Image: Unsplash
Image: Unsplash

How to know when to break up with a book

It’s always difficult to know when you should give a book a second chance and when you should just give up. I feel like I’m at the stage now where I should just give up reading Gail Honeyman’s Eleanor Oliphant is Completely Fine.

I bought the book last year, two weeks before my final exam in anticipation of being able to read for fun again. I sat down after the exams had finished, ready to get back into reading for pleasure. However, it was much more difficult than expected.

It could have been because I jumped straight back into reading too quickly after revision, but I still haven’t made it past the fifth chapter. It’s such a shame because everyone I’ve spoken to really loves it and it topped the bestseller list for such a long time. Just this week a member of The Boar exec wandered into the office holding it having almost finished it and when I was Books Editor, countless writers recommended it to me.

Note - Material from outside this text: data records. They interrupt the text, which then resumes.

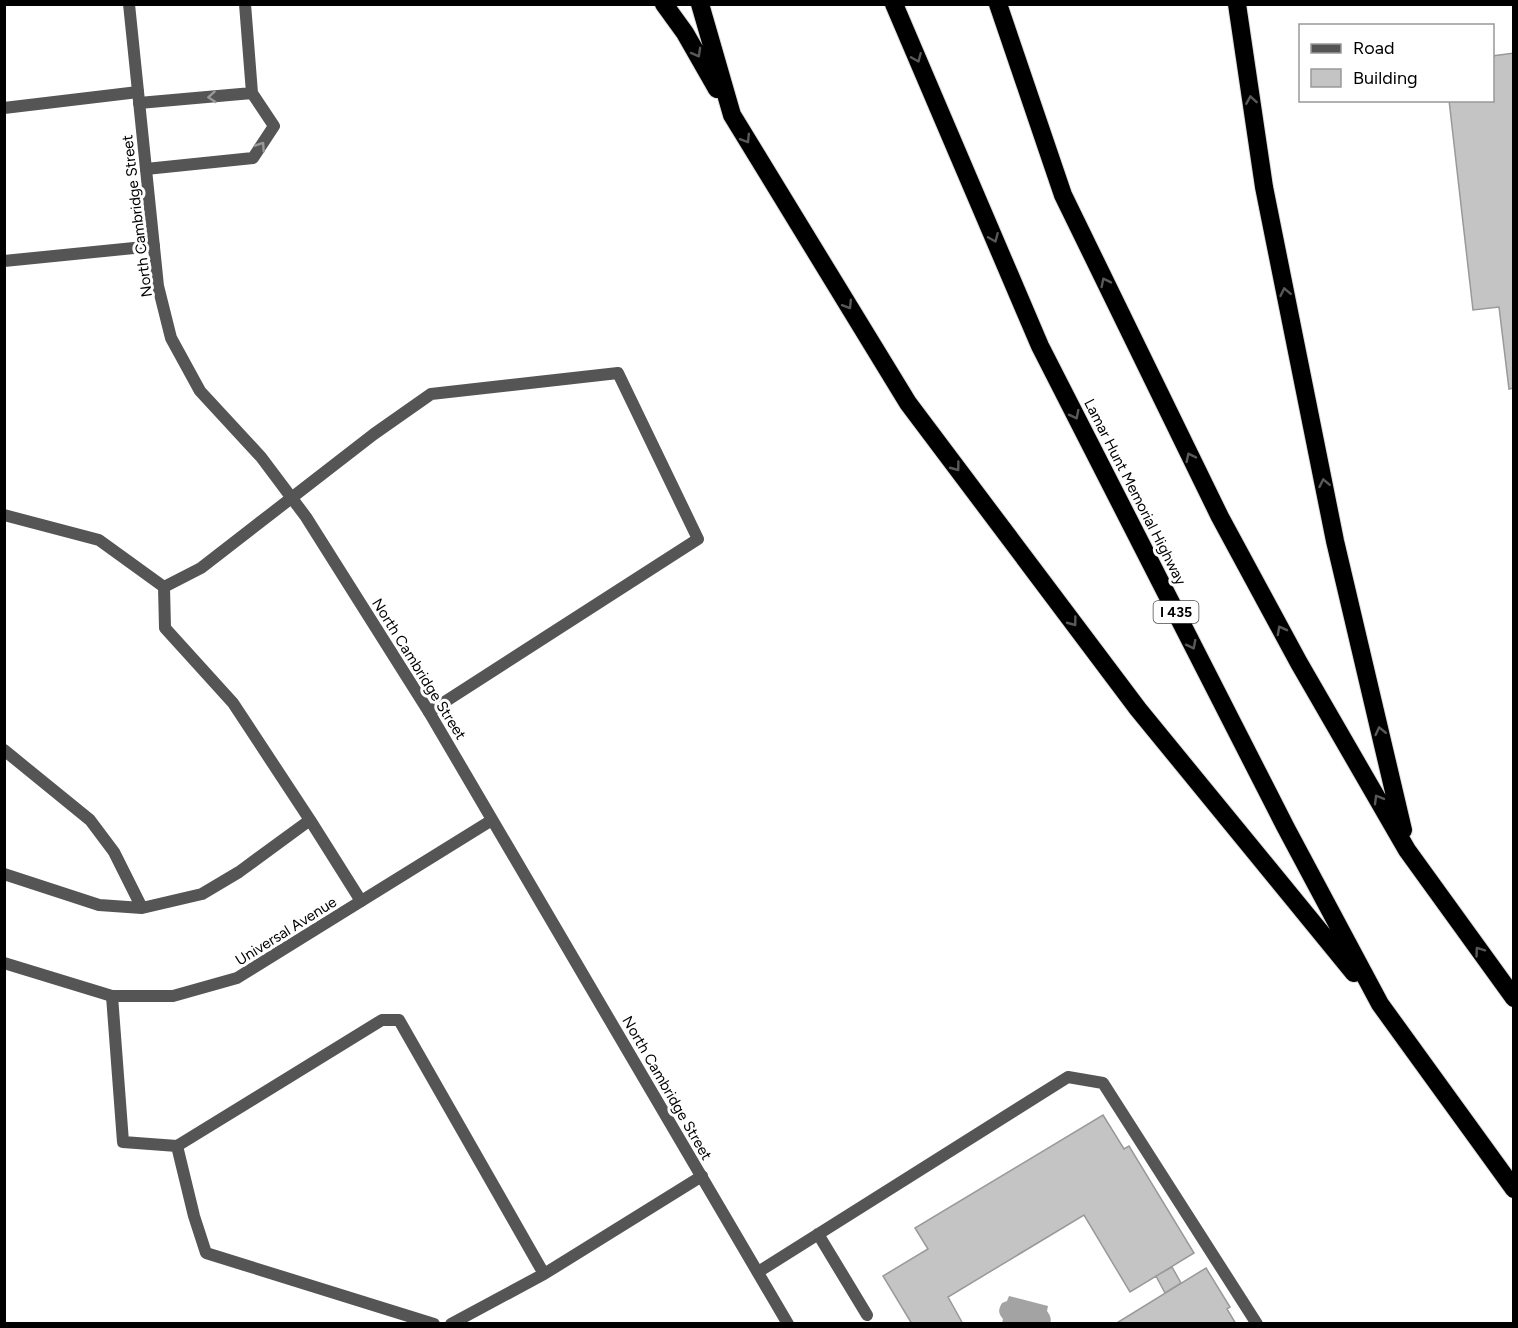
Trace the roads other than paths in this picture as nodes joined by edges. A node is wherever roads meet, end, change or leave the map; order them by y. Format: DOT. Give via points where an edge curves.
graph roads {
  1 [pos="129,4"];
  2 [pos="245,4"];
  3 [pos="664,4"];
  4 [pos="700,4"];
  5 [pos="894,4"];
  6 [pos="998,4"];
  7 [pos="1237,4"];
  8 [pos="252,93"];
  9 [pos="138,98"];
  10 [pos="4,108"];
  11 [pos="732,116"];
  12 [pos="146,169"];
  13 [pos="154,246"];
  14 [pos="4,261"];
  15 [pos="291,497"];
  16 [pos="4,515"];
  17 [pos="164,587"];
  18 [pos="429,712"];
  19 [pos="4,750"];
  20 [pos="310,820"];
  21 [pos="492,820"];
  22 [pos="1407,850"];
  23 [pos="4,874"];
  24 [pos="361,902"];
  25 [pos="142,908"];
  26 [pos="4,963"];
  27 [pos="112,996"];
  28 [pos="1514,998"];
  29 [pos="1380,1004"];
  30 [pos="177,1146"];
  31 [pos="702,1176"];
  32 [pos="1514,1189"];
  33 [pos="818,1234"];
  34 [pos="758,1272"];
  35 [pos="544,1274"];
  36 [pos="867,1315"];
  37 [pos="434,1323"];
  38 [pos="451,1323"];
  39 [pos="788,1323"];
  40 [pos="1257,1323"];
  1 -- 9 [label="street, North Cambridge Street"];
  2 -- 8 [label="street"];
  3 -- 11 [label="highway, one-way"];
  4 -- 11 [label="highway"];
  5 -- 29 [label="highway, Lamar Hunt Memorial Highway / I 435, one-way" via="1040,346"];
  22 -- 6 [label="highway, one-way" via="1220,518 1063,195"];
  22 -- 7 [label="highway, one-way" via="1330,518 1264,188"];
  8 -- 9 [label="street, one-way"];
  12 -- 8 [label="street, one-way" via="253,158 274,126"];
  9 -- 10 [label="street"];
  9 -- 12 [label="street, North Cambridge Street"];
  11 -- 29 [label="highway, one-way" via="908,403 1138,709"];
  12 -- 13 [label="street, North Cambridge Street"];
  13 -- 14 [label="street"];
  13 -- 15 [label="street, North Cambridge Street" via="158,286 171,338 200,391 261,457"];
  15 -- 17 [label="street" via="201,568"];
  15 -- 18 [label="street, North Cambridge Street"];
  15 -- 18 [label="street" via="431,394 618,373 698,538"];
  16 -- 17 [label="street" via="99,540"];
  17 -- 20 [label="street" via="165,628 232,703"];
  18 -- 21 [label="street, North Cambridge Street"];
  19 -- 25 [label="street" via="90,820 114,852"];
  20 -- 24 [label="street"];
  20 -- 25 [label="street" via="202,894"];
  21 -- 24 [label="street, Universal Avenue"];
  21 -- 31 [label="street, North Cambridge Street"];
  28 -- 22 [label="highway, one-way"];
  23 -- 25 [label="street" via="99,905"];
  24 -- 27 [label="street, Universal Avenue" via="237,978 173,996"];
  26 -- 27 [label="street, Universal Avenue"];
  27 -- 30 [label="street" via="123,1142"];
  29 -- 32 [label="highway, Lamar Hunt Memorial Highway / I 435"];
  30 -- 35 [label="street" via="382,1020 399,1020"];
  30 -- 37 [label="street" via="206,1253"];
  31 -- 34 [label="street, North Cambridge Street"];
  31 -- 35 [label="street"];
  33 -- 34 [label="street"];
  33 -- 36 [label="street"];
  33 -- 40 [label="street" via="1068,1077 1104,1083"];
  34 -- 39 [label="street, North Cambridge Street"];
  35 -- 38 [label="street"];
}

It doesn’t matter how many second chances I give it

Taking a complete break from it, I put it away and decided to start reading other things. Since then, I have read about 30 books for my course, and a few for pleasure – including Alan Rusbridger’s Breaking News: The Remaking of Journalism and Why It Matters Now and Heather Morris’s The Tattooist of AuschwitzRecently, I picked up Honeyman’s novel again in a bid to get to the end. With hundreds of five star ratings on Goodreads, it’s clearly very popular and highly regarded, so why can’t I get to the end?

In January, I set myself a goal to read for pleasure at least three evenings a week and I was doing so well in keeping to this resolution, lasting a full two months before ultimately failing this week. I’m completely blaming this on picking back up Eleanor Oliphant is Completely Fine because I just can’t get into it. It doesn’t matter how many second chances I give it.

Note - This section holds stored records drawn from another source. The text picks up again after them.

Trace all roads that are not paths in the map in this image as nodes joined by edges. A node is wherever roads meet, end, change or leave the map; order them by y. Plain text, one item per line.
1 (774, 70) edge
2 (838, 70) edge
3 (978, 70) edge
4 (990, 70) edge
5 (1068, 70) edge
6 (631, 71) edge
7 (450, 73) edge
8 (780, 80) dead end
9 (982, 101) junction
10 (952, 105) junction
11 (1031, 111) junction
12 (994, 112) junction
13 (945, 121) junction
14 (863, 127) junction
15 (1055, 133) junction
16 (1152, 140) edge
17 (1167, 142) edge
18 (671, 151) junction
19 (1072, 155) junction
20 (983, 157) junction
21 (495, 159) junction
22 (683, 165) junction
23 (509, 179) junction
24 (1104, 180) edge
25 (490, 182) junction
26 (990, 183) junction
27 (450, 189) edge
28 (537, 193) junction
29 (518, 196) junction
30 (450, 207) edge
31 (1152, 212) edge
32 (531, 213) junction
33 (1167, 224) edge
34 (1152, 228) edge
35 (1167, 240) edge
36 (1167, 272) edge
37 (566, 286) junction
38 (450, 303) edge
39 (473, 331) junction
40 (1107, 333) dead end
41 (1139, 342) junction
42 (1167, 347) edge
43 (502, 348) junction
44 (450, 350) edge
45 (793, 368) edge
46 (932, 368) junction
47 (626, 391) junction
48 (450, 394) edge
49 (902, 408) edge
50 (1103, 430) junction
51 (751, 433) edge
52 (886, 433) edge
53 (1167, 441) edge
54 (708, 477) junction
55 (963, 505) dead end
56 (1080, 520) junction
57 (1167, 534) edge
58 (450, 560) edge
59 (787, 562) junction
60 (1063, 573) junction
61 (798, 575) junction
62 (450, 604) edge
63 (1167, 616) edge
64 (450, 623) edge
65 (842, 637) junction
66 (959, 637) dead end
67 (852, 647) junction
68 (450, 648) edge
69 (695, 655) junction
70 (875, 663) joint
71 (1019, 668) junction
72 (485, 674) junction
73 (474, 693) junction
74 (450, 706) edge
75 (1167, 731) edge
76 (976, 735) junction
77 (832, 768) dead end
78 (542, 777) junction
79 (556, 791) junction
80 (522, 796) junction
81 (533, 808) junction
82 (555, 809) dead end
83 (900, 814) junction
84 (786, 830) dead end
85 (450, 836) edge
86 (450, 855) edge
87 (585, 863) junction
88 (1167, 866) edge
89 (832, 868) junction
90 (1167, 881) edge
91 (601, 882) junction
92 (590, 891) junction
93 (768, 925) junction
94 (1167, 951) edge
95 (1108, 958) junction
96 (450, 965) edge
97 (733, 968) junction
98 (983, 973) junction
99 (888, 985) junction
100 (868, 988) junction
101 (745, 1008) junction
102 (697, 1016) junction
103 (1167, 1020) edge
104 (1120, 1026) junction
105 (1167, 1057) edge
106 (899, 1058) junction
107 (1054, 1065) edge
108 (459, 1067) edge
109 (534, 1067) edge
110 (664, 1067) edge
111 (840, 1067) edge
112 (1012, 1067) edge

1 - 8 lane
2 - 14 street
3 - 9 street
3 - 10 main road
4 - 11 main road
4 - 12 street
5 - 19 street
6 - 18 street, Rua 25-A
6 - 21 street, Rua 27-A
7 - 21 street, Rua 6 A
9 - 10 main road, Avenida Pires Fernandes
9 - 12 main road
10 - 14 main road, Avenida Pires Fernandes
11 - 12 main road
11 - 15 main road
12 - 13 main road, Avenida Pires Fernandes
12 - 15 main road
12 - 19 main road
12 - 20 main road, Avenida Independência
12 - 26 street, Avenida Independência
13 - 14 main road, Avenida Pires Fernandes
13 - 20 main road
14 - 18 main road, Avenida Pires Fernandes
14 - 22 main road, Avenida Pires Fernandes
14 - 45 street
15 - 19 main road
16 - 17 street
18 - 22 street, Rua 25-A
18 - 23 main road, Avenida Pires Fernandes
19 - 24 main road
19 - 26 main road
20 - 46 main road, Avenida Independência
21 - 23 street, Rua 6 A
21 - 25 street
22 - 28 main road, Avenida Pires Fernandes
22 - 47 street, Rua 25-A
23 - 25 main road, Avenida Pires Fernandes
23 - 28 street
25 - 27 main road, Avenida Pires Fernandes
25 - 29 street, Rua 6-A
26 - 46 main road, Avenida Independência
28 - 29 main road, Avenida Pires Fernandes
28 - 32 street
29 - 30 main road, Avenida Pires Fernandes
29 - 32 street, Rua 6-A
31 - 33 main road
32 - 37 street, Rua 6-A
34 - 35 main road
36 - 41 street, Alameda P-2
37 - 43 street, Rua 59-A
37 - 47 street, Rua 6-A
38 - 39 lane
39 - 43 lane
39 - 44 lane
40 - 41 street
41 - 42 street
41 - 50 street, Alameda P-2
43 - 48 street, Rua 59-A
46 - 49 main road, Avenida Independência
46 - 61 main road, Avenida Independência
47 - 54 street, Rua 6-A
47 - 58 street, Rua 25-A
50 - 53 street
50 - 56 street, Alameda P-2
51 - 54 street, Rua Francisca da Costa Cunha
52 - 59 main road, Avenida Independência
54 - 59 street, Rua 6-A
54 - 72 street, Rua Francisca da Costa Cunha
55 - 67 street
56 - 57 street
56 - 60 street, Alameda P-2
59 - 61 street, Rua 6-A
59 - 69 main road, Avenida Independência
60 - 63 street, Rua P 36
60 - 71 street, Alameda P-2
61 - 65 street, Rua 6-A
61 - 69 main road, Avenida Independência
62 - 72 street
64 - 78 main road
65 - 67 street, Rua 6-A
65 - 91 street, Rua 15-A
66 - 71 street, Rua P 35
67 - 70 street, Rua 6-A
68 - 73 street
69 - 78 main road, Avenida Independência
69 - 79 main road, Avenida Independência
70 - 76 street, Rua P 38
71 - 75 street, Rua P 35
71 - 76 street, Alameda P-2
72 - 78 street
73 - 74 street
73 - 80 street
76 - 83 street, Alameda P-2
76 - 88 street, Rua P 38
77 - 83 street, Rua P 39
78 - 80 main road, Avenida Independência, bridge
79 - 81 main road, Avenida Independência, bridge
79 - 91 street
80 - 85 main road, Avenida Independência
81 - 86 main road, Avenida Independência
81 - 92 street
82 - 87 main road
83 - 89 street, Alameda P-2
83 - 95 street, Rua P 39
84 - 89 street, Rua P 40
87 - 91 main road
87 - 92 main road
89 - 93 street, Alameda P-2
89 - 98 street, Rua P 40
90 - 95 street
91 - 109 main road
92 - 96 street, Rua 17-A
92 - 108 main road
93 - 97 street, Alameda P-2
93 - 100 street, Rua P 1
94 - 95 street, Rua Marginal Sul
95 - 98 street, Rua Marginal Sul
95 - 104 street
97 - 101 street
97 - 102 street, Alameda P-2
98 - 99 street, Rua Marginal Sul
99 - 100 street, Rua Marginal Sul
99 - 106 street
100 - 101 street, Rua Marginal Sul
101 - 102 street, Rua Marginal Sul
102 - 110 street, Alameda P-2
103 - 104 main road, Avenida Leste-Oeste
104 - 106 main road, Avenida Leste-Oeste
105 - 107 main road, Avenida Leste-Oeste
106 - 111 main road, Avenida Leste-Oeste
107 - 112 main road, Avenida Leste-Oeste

The correlation of picking up this book and failing my goal is definitely a sign that I should put Honeyman’s novel back on my shelf until I find a better home for it. When you find that you can’t bring yourself to pick up a book to read even just five pages, it is a clear indicator that the book should be shelved.

The true test to knowing when you should put down a book lies in how little you read it

This is in great contrast to when I was reading The Tattooist of Auschwitz recently and almost gave up because I couldn’t get on with Morris’s portrayal of some of the characters, Lale in particular. But the true story of Lale and Gita was so compelling I knew that I couldn’t give up reading. With Honeyman’s novel, I find neither the characters nor the storyline compelling in the slightest. In fact, I don’t even find it interesting. I come home from university in the evening to read for fun, as I have been doing for the past two months, but find myself putting it off until I really need to go to bed.

The true test to knowing when you should put down a book lies in how little you read it. If you find that you are actively wanting to read, but just not that book, it is clearly down to the book itself rather than simply a lack of desire or energy in pleasure reading. I simply can’t force myself to read a book such as Eleanor Oliphant is Completely Fine in the time I schedule to read for pleasure as, in forcing myself to read it, it’s no longer fun.

I’m disappointed, because there was so much hype surrounding the novel which I simply can’t get on with. But it’s okay to give up on reading. There are only so many second chances you can give a book. Just because everyone around you enjoyed it, it doesn’t mean you have to. Think about that seminar where half of you enjoyed reading Frankenstein and the other half of you simply detested it. The same thing happens with contemporary literature – even if it’s the most hyped-up text ever, it doesn’t mean that it will be universally enjoyed.